Nationalgeographic.co.id—Selain berjuluk Kota Hujan, Bogor juga dikenal sebagai wilayah dengan hari petir terbanyak seperti dilansir oleh Guinnes World of Record pada tahun 2019.
Kombinasi antara tingginya curah hujan yang melimpah dan frekuensi petir yang tinggi memperkuat reputasi Bogor sebagai salah satu kota dengan aktivitas petir terbanyak di dunia.
Ahli meteorologi IPB University, Sonni Setiawan, mengungkap penyebab fenomena banyaknya petir di Bogor. “Petir merupakan salah satu fenomena dalam badai guruh (thunderstorm) berupa kilatan yang terjadi di dalam awan cumulonimbus," jelas Sonni.
"Awan cumulonimbus ini terbentuk akibat adanya gerak konvektif, yakni saat parsel udara lembab bergerak vertikal ke atas akibat gaya apung,” imbuhanya seperti dikutip dari laman IPB University.
Selama proses tersebut, lanjutnya, udara lembap kemudian mengalami pendinginan dan pada akhirnya mengubah uap air dalam parsel udara lembap ini menjadi awan.
“Kumpulan awan konvektif ini bergabung membentuk awan cumulonimbus, dan inilah yang menyebabkan terjadinya badai guruh,” urainya.
Dosen di Departemen Geofisika dan Meteorologi, Fakultas Matematika dan Ilmu Pengetahuan (FMIPA), IPB University, itu memaparkan bahwa gerak konvektif ini tidak bisa terjadi secara spontan. Gerak ini perlu pengaruh (forcing) eksternal yang memberikan impuls bagi parsel udara lembap agar dapat bergerak konvektif.
Forcing ini meliputi turbulensi, topografi, adanya pemanasan radiatif yang tidak merata di permukaan, adanya pegunungan atau gunung yang besar, dan adanya konvergensi skala besar di permukaan.
“Salah satu dari kelima forcing tersebut berinteraksi dengan variasi angin dalam arah vertikal (vertical wind shear) sehingga awan cumulonimbus ini dapat berkembang menjadi badai guruh,” ungkapnya.
Lebih lanjut, Sonni mengungkapkan bahwa petir terjadi ketika terdapat pemisahan muatan listrik di dalam awan cumulonimbus.

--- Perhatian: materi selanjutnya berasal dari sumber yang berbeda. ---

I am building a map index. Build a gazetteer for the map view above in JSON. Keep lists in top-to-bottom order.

Hal ini menyebabkan distribusi muatan listrik dalam awan berada dalam kondisi ketidakseimbangannya, sehingga terjadilah loncatan listrik atau petir sebagai upaya menyeimbangkan muatan tersebut.
Mengenai fenomena petir di Bogor, Sonni juga menguraikan bahwa muatan listrik dalam awan cumulonimbus disebabkan karena adanya kandungan senyawa elektrolit dalam droplet (tetes air). Ketika droplet ini bertumbukan satu sama lain, maka terjadi pemisahan muatan listrik dalam awan cumulonimbus.

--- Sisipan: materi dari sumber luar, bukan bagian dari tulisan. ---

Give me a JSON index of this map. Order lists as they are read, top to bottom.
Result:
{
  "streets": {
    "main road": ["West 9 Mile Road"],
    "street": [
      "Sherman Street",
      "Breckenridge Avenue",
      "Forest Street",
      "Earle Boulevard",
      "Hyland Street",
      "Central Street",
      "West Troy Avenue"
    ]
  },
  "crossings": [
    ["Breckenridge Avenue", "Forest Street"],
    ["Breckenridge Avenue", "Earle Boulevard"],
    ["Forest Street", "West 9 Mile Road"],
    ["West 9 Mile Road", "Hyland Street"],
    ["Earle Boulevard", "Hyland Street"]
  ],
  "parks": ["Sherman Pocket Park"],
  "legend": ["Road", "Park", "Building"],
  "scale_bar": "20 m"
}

Senyawa elektrolit ini berasal dari aerosol-aerosol yang terlarut dalam tetes awan. Aerosol ini bisa berupa garam dan senyawa-senyawa polutan.
“Kombinasi dari efek turbulen, perbedaan pemanasan di permukaan, topografi, pegunungan yang besar, dan konvergensi skala besar, dengan wind shear dan keberadaan gas-gas polutan membuat frekuensi kejadian petir di Bogor sangat tinggi,” paparnya.

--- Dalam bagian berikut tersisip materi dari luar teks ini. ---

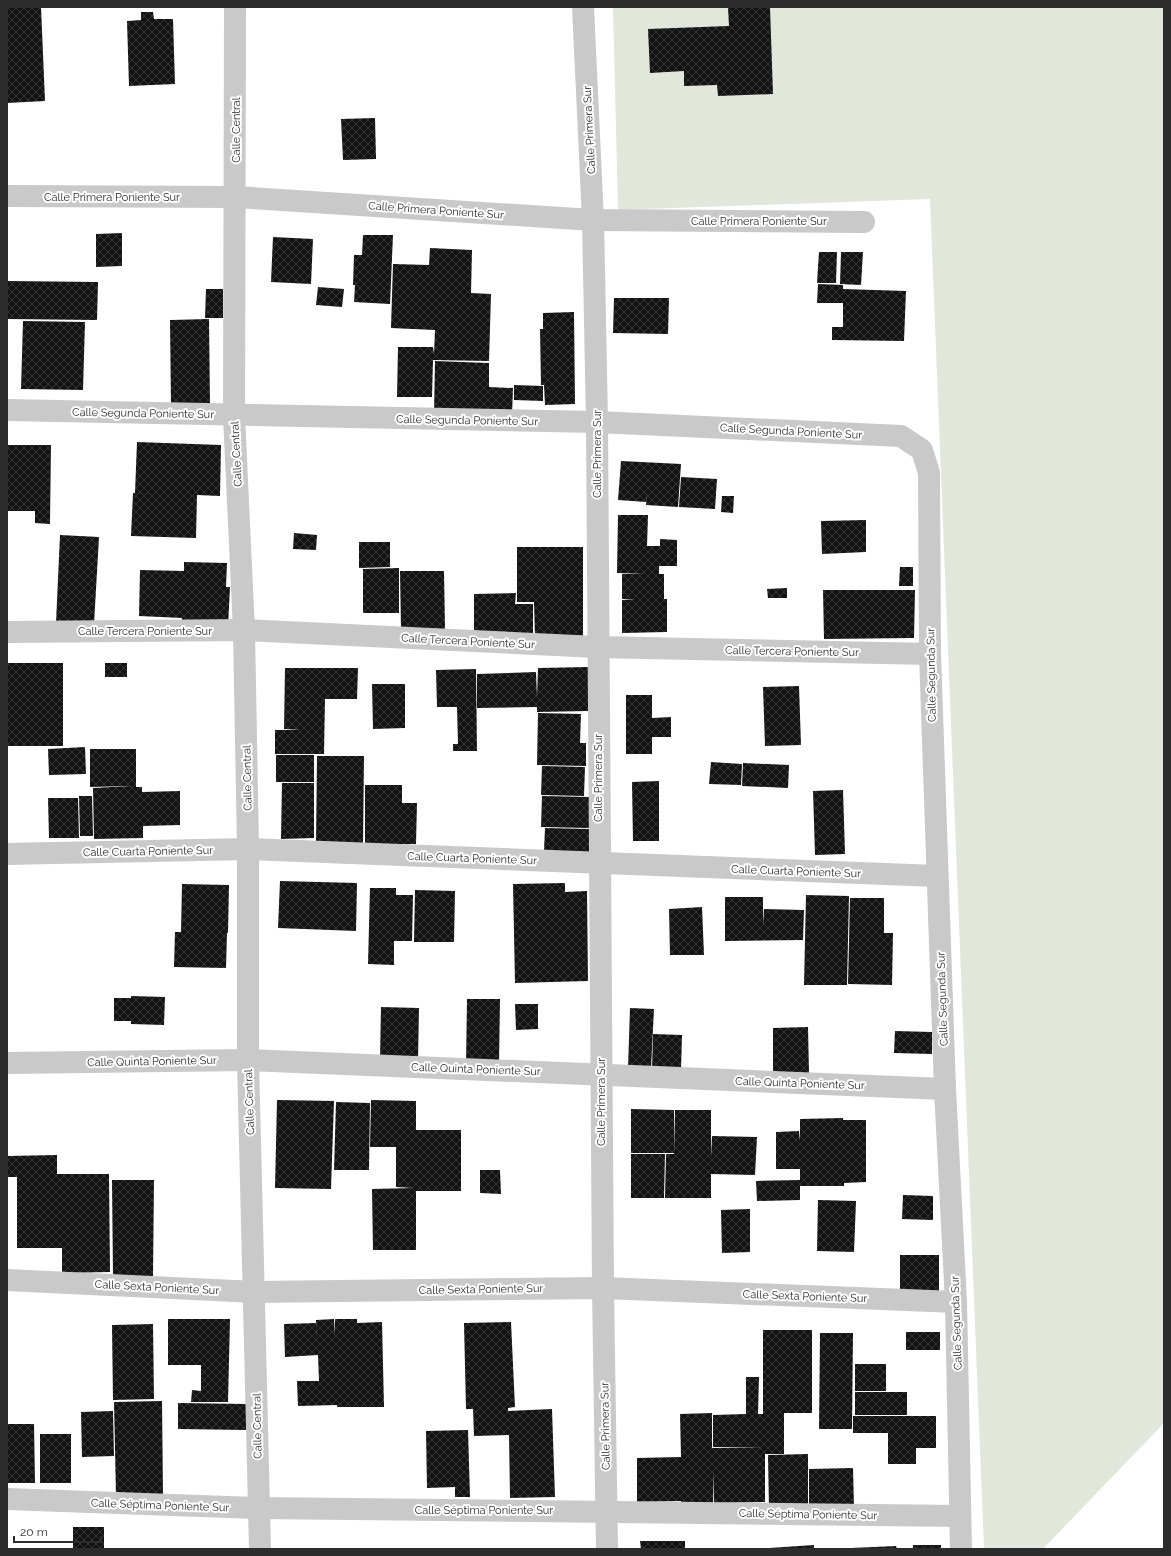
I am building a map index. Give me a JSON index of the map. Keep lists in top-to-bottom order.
{
  "streets": {
    "street": [
      "Calle Central",
      "Calle Primera Sur",
      "Calle Primera Poniente Sur",
      "Calle Segunda Poniente Sur",
      "Calle Tercera Poniente Sur",
      "Calle Segunda Sur",
      "Calle Cuarta Poniente Sur",
      "Calle Quinta Poniente Sur",
      "Calle Sexta Poniente Sur",
      "Calle Séptima Poniente Sur"
    ]
  },
  "crossings": [
    ["Calle Central", "Calle Primera Poniente Sur"],
    ["Calle Central", "Calle Segunda Poniente Sur"],
    ["Calle Central", "Calle Tercera Poniente Sur"],
    ["Calle Central", "Calle Cuarta Poniente Sur"],
    ["Calle Central", "Calle Quinta Poniente Sur"],
    ["Calle Central", "Calle Sexta Poniente Sur"],
    ["Calle Central", "Calle Séptima Poniente Sur"],
    ["Calle Primera Sur", "Calle Primera Poniente Sur"],
    ["Calle Primera Sur", "Calle Segunda Poniente Sur"],
    ["Calle Primera Sur", "Calle Tercera Poniente Sur"],
    ["Calle Primera Sur", "Calle Cuarta Poniente Sur"],
    ["Calle Primera Sur", "Calle Quinta Poniente Sur"],
    ["Calle Primera Sur", "Calle Sexta Poniente Sur"],
    ["Calle Primera Sur", "Calle Séptima Poniente Sur"],
    ["Calle Segunda Poniente Sur", "Calle Segunda Sur"],
    ["Calle Tercera Poniente Sur", "Calle Segunda Sur"],
    ["Calle Segunda Sur", "Calle Cuarta Poniente Sur"],
    ["Calle Segunda Sur", "Calle Quinta Poniente Sur"],
    ["Calle Segunda Sur", "Calle Sexta Poniente Sur"],
    ["Calle Segunda Sur", "Calle Séptima Poniente Sur"]
  ],
  "scale_bar": "20 m"
}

Selain itu, aktivitas sunspot (bintik hitam di permukaan matahari) dapat meningkatkan aktivitas petir dalam awan-awan cumulonimbus. Sunspot memiliki potensi untuk mempengaruhi aktivitas petir di atmosfer. Akan tetapi, ujar Sonni, perlu dicatat bahwa sunspot memiliki periode 11 tahunan.
Sonni mengatakan, “Fenomena petir di kawasan Bogor belum banyak dikaji secara intensif sehingga hal ini menjadi peluang bagi mahasiswa untuk dapat mengkaji lebih jauh."